Seul le prononcé fait foiSource : DICoD.

Madame la Ministre,
Monsieur le Chef d’état-major des armées, Monsieur le Délégué général,
Monsieur le Secrétaire général,
Mesdames et messieurs les officiers généraux, Mesdames et messieurs les directeurs,
Mesdames et messieurs, personnels militaires et civils de Balard et de nos armées.

Tout à l’heure, la loi de programmation militaire 2019-2025 a été adoptée définitivement.

Tout à l’heure, une nouvelle page de l’histoire de notre défense s’est ouverte.

Ne pensez pas qu’il s’agisse d’emphase ou d’effet d’annonces. Non.

Accompagnée du secrétaire général pour l'administration, Jean-Paul Bodin et du CEMA, le général François Lecointre, Florence Parly s'est adressée au personnel du ministère des Armées, le 28 juin 2018.Photo Pascal Segrette © DICOD. -
Florence Parly avec le SGA, Jean-Paul Bodin et le CEMA, le général François Lecointre

Pour la première fois depuis la fin de la Guerre froide, une loi de programmation militaire en expansion est votée. Pour la première fois depuis plus de 20 ans, un renouvellement majeur des équipements des trois Armées va être lancé. Pour la première fois, les conditions de vie et d’engagement des militaires et des civils de la défense sont au cœur de ce projet.

Le temps des privations n’avait que trop duré. Il est révolu.

Avec cette loi de programmation militaire, les Armées retrouvent pleinement les moyens de leurs actions. Elles retrouvent des moyens à la hauteur de nos ambitions et de notre activité opérationnelle.

Cette loi, vous en connaissez les traits structurants. Ce sont 295 milliards d’euros qui vont être consacrés à notre défense d’ici 2025. Ce sont des équipements de protection. Des matériels, livrés plus vite et en plus grand nombre. Ce sont des mesures pour les personnels, pour les familles, pour nos blessés. Ce sont des moyens pour le renseignement et la cybersécurité pour affronter pleinement les conflits de demain. Ce sont, enfin, des moyens investis pour l’innovation, pour la recherche et pour les technologies.

Cette loi vient achever, pour moi, un an au service des Armées, de la sécurité et de la protection des Français. Un an de service, que j’ai voulu être un an d’action[1]

Florence Parly : Bilan d'un an d'action -- Document DICoD. -

En septembre dernier, sur cette même place d’armes, je me suis fixé trois principes comme guides de mon engagement. 

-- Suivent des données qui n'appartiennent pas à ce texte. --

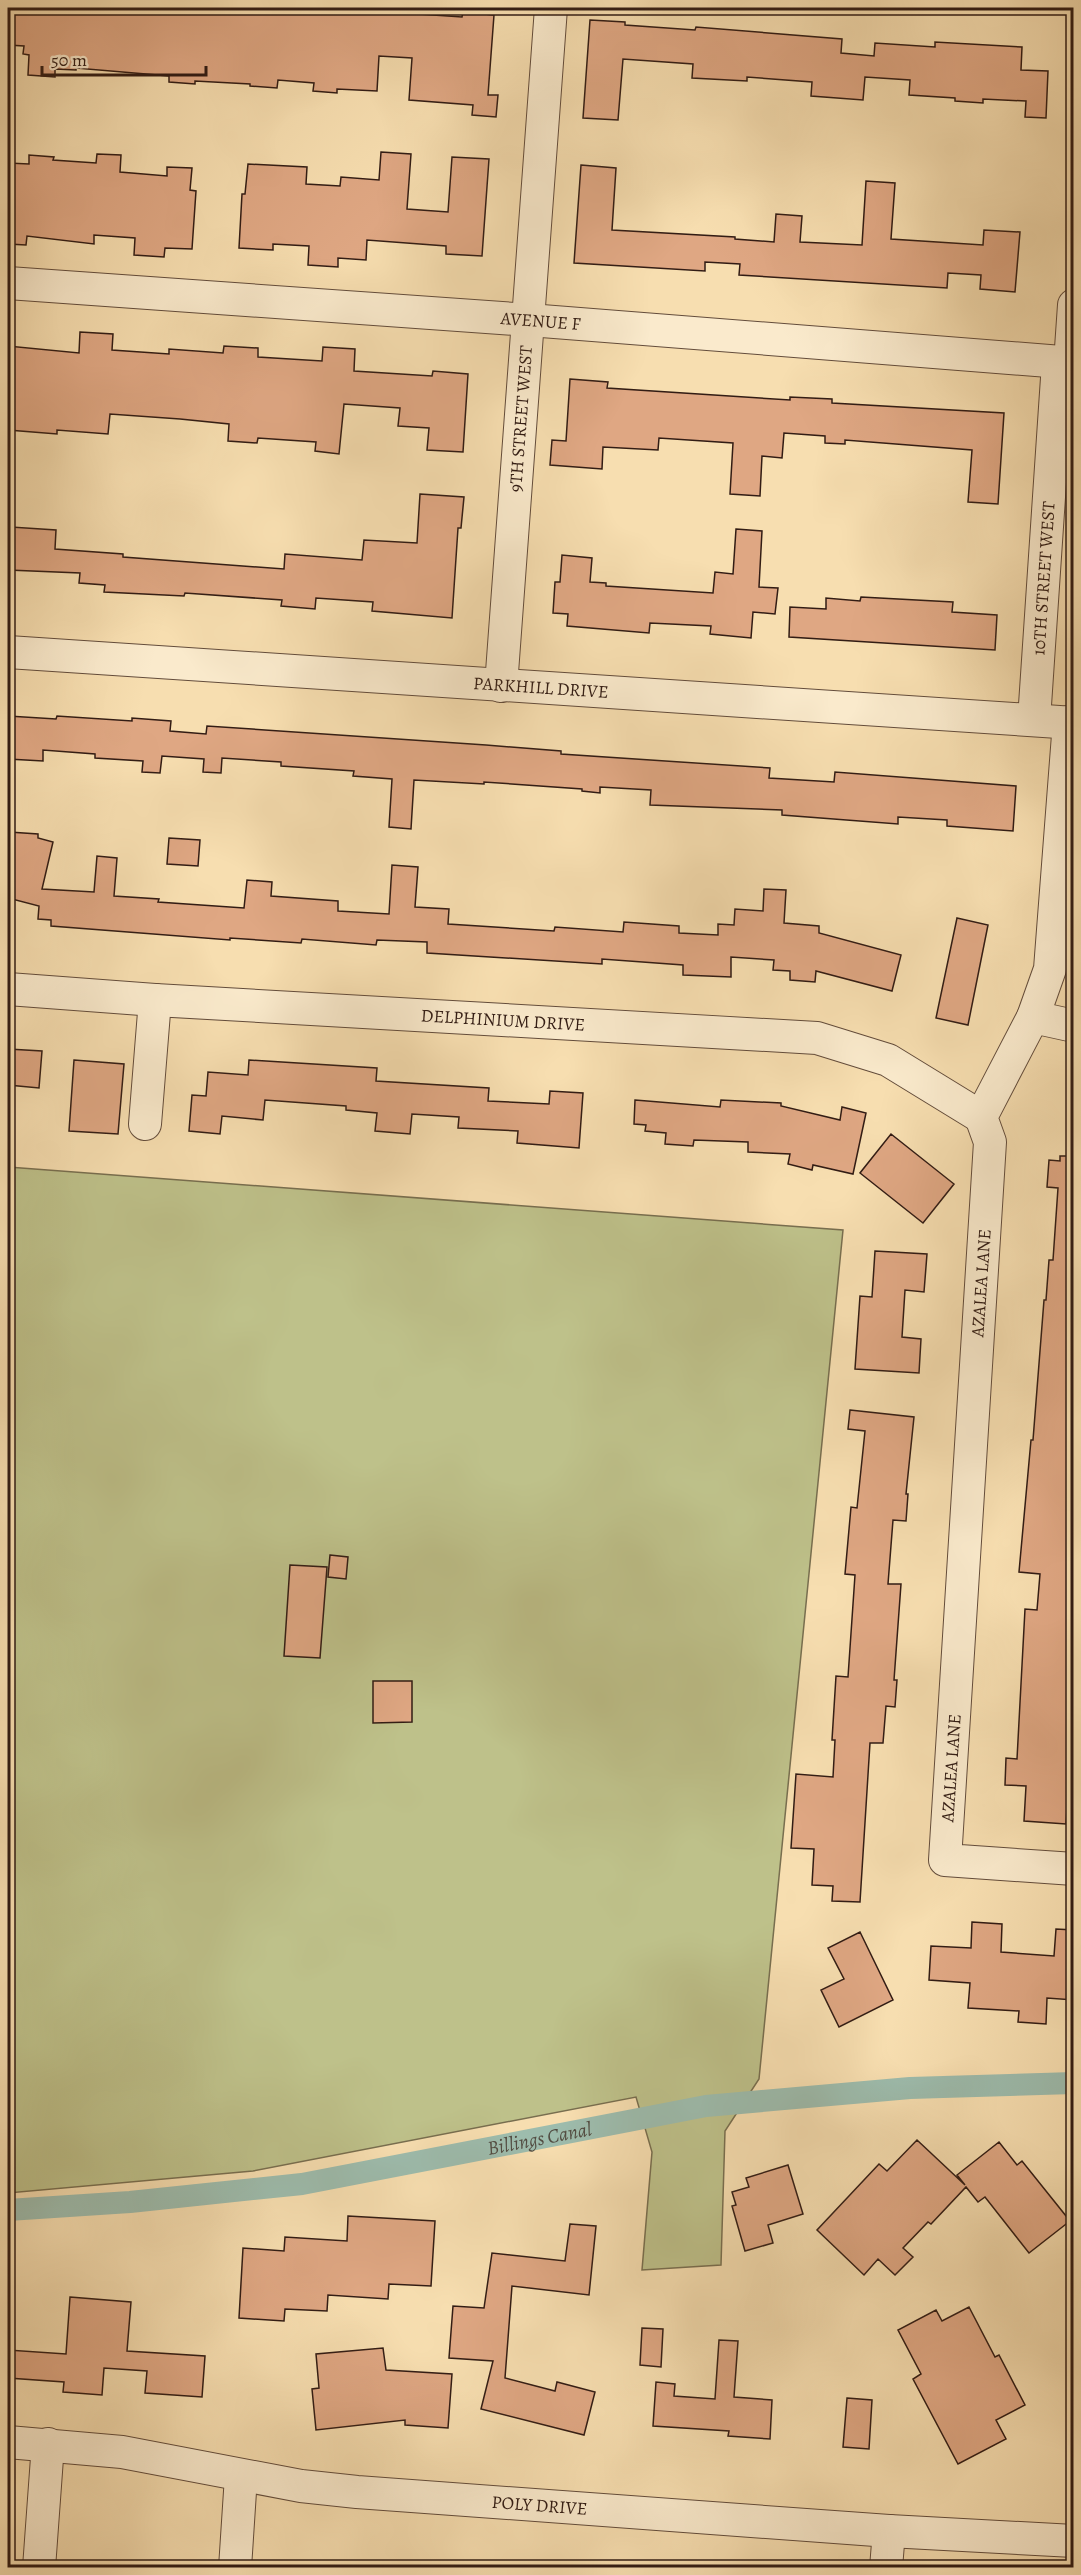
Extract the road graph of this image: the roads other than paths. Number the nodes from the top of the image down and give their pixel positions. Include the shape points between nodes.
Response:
1 (551, 8) edge
2 (8, 283) edge
3 (1074, 305) edge
4 (529, 320) junction
5 (1067, 363) edge
6 (8, 652) edge
7 (501, 686) junction
8 (1034, 720) junction
9 (1071, 722) edge
10 (8, 989) edge
11 (155, 1000) junction
12 (1033, 1017) junction
13 (1074, 1026) edge
14 (981, 1117) junction
15 (145, 1124) dead end
16 (1074, 1869) edge
17 (8, 2442) edge
18 (48, 2444) junction
19 (241, 2476) junction
20 (889, 2530) junction
21 (1074, 2541) edge
22 (39, 2568) edge
23 (235, 2568) edge
24 (886, 2568) edge

1 - 4 street, 9TH STREET WEST
2 - 4 street, AVENUE F
3 - 5 street, 10TH STREET WEST
4 - 5 street, AVENUE F
4 - 7 street, 9TH STREET WEST
5 - 8 street, 10TH STREET WEST
6 - 7 street, PARKHILL DRIVE
7 - 8 street, PARKHILL DRIVE
8 - 9 street, PARKHILL DRIVE
9 - 12 street via 1050,969
10 - 11 street, DELPHINIUM DRIVE
11 - 14 street, DELPHINIUM DRIVE via 817,1038 888,1060
11 - 15 street
12 - 13 street
12 - 14 street
14 - 16 street, AZALEA LANE via 990,1142 945,1860
17 - 18 street, POLY DRIVE
18 - 19 street, POLY DRIVE via 122,2452
18 - 22 street
19 - 20 street, POLY DRIVE via 357,2492
19 - 23 street
20 - 21 street, POLY DRIVE
20 - 24 street

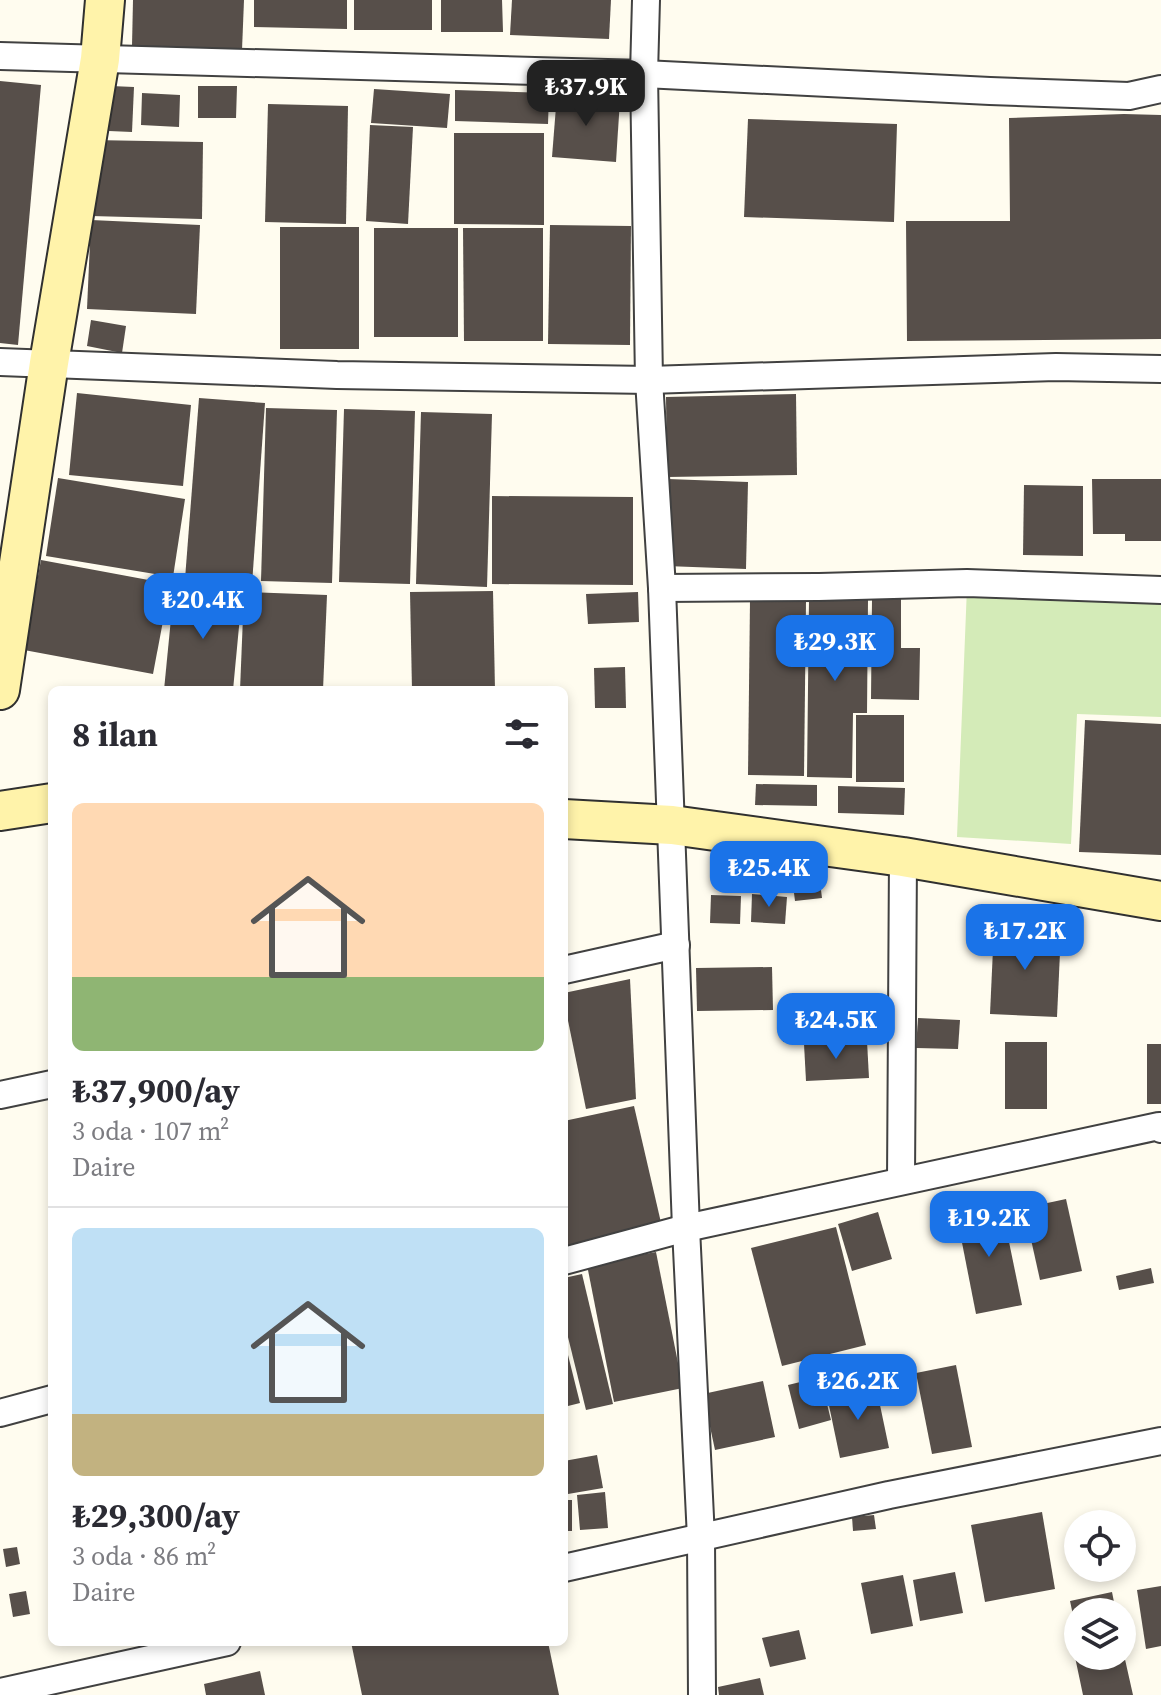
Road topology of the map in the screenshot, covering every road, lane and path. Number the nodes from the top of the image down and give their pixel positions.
1 (105, 0) edge
2 (646, 0) edge
3 (0, 56) edge
4 (100, 59) junction
5 (644, 74) junction
6 (1161, 89) edge
7 (0, 362) edge
8 (49, 363) junction
9 (1161, 369) edge
10 (649, 380) junction
11 (662, 588) junction
12 (1161, 590) edge
13 (0, 690) edge
14 (48, 804) edge
15 (0, 811) edge
16 (568, 819) edge
17 (672, 825) junction
18 (903, 857) junction
19 (1161, 901) edge
20 (676, 945) junction
21 (568, 969) edge
22 (48, 1085) edge
23 (0, 1095) edge
24 (1160, 1127) edge
25 (901, 1181) junction
26 (686, 1228) junction
27 (568, 1260) edge
28 (48, 1400) edge
29 (0, 1413) edge
30 (1161, 1441) edge
31 (701, 1538) junction
32 (568, 1567) edge
33 (209, 1646) edge
34 (0, 1692) edge
35 (702, 1695) edge

1 - 4 street
2 - 5 street
3 - 4 street
4 - 5 street
4 - 8 street
5 - 6 street
5 - 10 street
7 - 8 street
8 - 10 street
8 - 13 street
9 - 10 street
10 - 11 street
11 - 12 street
11 - 17 street
14 - 15 street
16 - 17 street
17 - 18 street
17 - 20 street
18 - 19 street
18 - 25 street
20 - 21 street
20 - 26 street
22 - 23 street
24 - 25 street
25 - 26 street
26 - 27 street
26 - 31 street
28 - 29 street
30 - 31 street
31 - 32 street
31 - 35 street
33 - 34 street

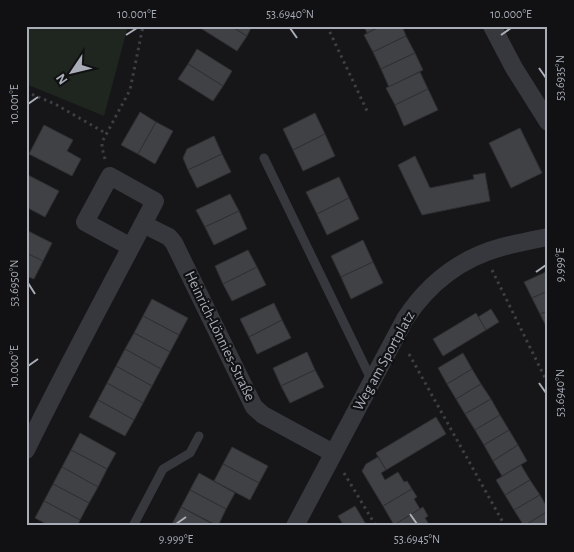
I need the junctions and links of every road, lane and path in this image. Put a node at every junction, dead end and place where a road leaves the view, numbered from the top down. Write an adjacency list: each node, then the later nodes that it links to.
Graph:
1 (143, 26): 7 (path)
2 (327, 26): 5 (path)
3 (492, 26): 6 (street)
4 (26, 92): 7 (path)
5 (368, 112)
6 (548, 122)
7 (107, 134): 9 (path)
8 (264, 158): 15 (lane)
9 (110, 176): 10 (street); 12 (street)
10 (143, 224): 12 (street); 19 (street, Heinrich-Lönnies-Straße)
11 (548, 237): 13 (street, Weg am Sportplatz)
12 (131, 247): 18 (street)
13 (484, 253): 14 (street, Weg am Sportplatz); 16 (path)
14 (397, 333): 15 (street, Weg am Sportplatz); 23 (path)
15 (372, 381): 19 (street, Weg am Sportplatz)
16 (548, 384)
17 (199, 436): 20 (lane)
18 (26, 450)
19 (333, 453): 21 (street, Weg am Sportplatz); 22 (path)
20 (133, 526)
21 (295, 526)
22 (376, 526)
23 (505, 526)

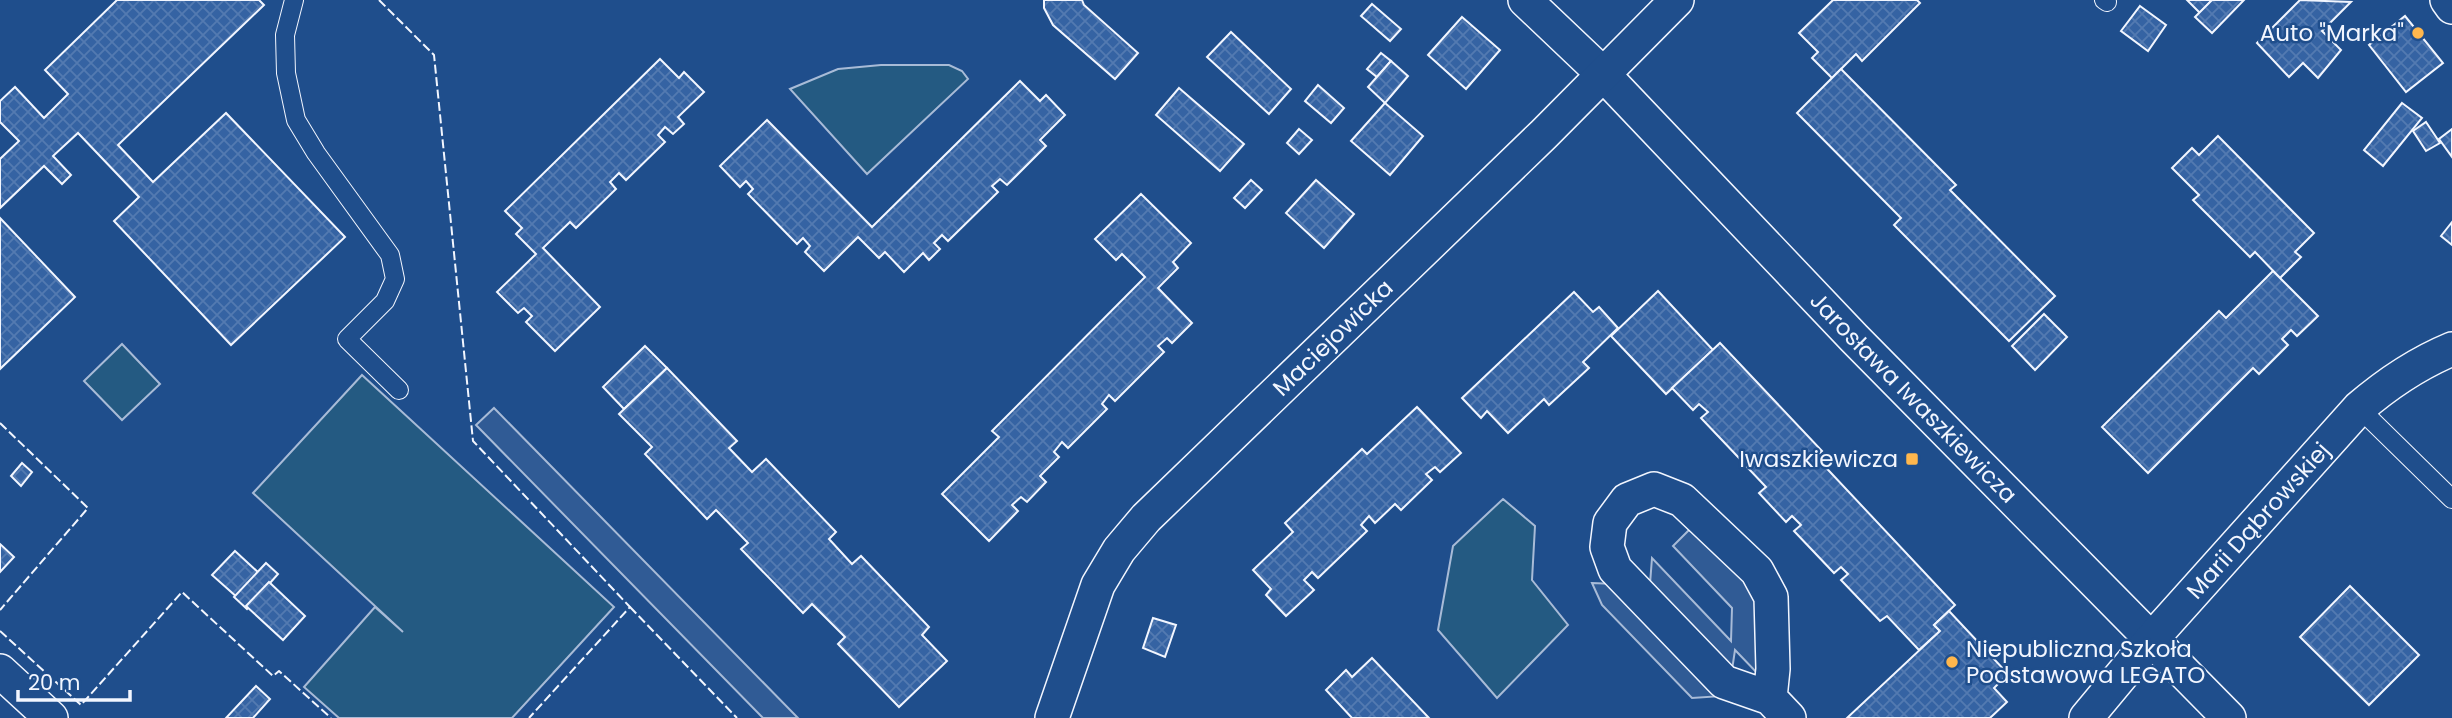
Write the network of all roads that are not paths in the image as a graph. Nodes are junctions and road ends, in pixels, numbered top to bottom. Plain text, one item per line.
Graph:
1 (294, 0) edge
2 (1525, 0) edge
3 (1677, 0) edge
4 (2447, 0) edge
5 (2452, 7) edge
6 (1602, 74) junction
7 (2452, 349) edge
8 (399, 390) dead end
9 (2359, 408) junction
10 (2450, 493) edge
11 (2150, 641) junction
12 (0, 671) edge
13 (1780, 708) edge
14 (51, 718) edge
15 (1052, 718) edge
16 (2086, 718) edge
17 (2229, 718) edge

1 - 8 lane
2 - 6 street, Jarosława Iwaszkiewicza
3 - 6 street, Maciejowicka
4 - 5 street
6 - 11 street, Jarosława Iwaszkiewicza
6 - 15 street, Maciejowicka
7 - 9 street, Marii Dąbrowskiej
9 - 10 lane
9 - 11 street, Marii Dąbrowskiej
11 - 16 street, Marii Dąbrowskiej
11 - 17 street, Jarosława Iwaszkiewicza
12 - 14 street
13 - 13 street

Déterminée, d’abord, car les menaces sont trop fortes et les instabilités trop grandes pour nous permettre de présenter une main hésitante.

Depuis un an, grâce à l’aide des soldats de Chammal, le territoire de Daech s’est réduit à peau de chagrin. Et au Sahel, dans le cadre de l’opération Barkhane, nos militaires combattent intensément la menace djihadiste. Notre erreur serait de baisser la garde, de croire la menace terroriste moins présente. Rien n’est plus faux. Et quand je parle de terroristes, ma position est claire, elle est invariable : nous les traquerons, nous les trouverons, nous les neutraliserons.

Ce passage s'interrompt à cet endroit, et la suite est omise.